Rappel : qu’est-ce qu’un smart contract ?
Il s’agit d’un paiement conditionnel : deux parties déposent de l’argent, et lorsque certaines conditions sont remplies (basées sur des données externes), l’argent bouge. Par exemple, Alice et bob désirent parier sur le temps qu’il fera demain : s’il pleut, Alice gagne un coin et si c’est l’inverse, c’est Bob qui gagne un coin.

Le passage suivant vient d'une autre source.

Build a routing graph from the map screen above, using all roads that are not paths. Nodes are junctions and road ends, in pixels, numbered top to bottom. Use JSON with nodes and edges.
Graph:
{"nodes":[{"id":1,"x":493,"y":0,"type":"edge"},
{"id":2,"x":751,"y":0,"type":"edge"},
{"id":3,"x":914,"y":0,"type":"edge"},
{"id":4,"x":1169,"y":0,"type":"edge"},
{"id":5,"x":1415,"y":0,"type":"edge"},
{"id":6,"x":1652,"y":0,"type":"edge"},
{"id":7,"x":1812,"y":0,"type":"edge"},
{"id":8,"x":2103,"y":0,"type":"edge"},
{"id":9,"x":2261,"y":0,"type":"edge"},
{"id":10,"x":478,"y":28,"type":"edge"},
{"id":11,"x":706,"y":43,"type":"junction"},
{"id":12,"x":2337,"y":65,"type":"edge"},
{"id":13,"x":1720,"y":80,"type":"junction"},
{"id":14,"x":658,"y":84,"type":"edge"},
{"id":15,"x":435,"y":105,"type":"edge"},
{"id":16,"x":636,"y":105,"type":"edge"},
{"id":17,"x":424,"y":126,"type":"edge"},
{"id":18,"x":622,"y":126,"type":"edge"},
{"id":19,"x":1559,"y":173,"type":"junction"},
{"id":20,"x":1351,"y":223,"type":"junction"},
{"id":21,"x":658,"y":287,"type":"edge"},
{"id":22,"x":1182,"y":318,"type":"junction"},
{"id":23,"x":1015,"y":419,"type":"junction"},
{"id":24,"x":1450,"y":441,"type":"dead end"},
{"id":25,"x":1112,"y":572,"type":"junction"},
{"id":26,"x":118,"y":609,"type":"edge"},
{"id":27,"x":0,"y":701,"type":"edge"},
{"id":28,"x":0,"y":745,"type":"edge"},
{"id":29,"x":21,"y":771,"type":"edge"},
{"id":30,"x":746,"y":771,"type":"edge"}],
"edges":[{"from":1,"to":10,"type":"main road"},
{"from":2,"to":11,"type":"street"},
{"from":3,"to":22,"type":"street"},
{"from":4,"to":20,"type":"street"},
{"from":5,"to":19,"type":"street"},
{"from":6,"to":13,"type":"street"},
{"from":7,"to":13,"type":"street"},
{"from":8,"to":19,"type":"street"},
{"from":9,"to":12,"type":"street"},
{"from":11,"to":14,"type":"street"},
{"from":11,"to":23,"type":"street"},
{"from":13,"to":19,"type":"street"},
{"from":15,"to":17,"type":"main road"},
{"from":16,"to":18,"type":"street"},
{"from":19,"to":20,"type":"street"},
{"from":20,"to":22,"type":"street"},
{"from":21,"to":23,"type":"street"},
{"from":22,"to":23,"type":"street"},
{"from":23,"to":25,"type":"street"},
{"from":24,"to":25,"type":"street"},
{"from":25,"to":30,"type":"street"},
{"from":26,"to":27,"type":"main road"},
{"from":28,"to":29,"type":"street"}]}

Afin de connaître la météo, ou toute autre donnée externe à la blockchain, il faut un oracle[4] Une façon de mettre cela en place est d’utiliser un multisig 2 sur 3 : en cas de désaccord entre Alice et Bob, Olivia confirmera qu’il a bien plu et signera la transaction. Le problème est qu’Alice peut s’entendre avec Olivia (corruption de l’oracle) : ce protocole est interactif et l’oracle connaît les détails de chaque contrat, et décide de leur exécution. Il faudrait donc trouver un système où l’oracle ne peut pas tricher, et où il ne connaît pas du tout les détails du contrat.
Ce n’est pas possible avec les signatures ECDSA utilisées actuellement; le chercheur a alors présenté les signatures de Schnorr – le protocole de Schnorr est une de ces fameuses preuves à divulgation nulle de connaissance[5] évoquées régulièrement.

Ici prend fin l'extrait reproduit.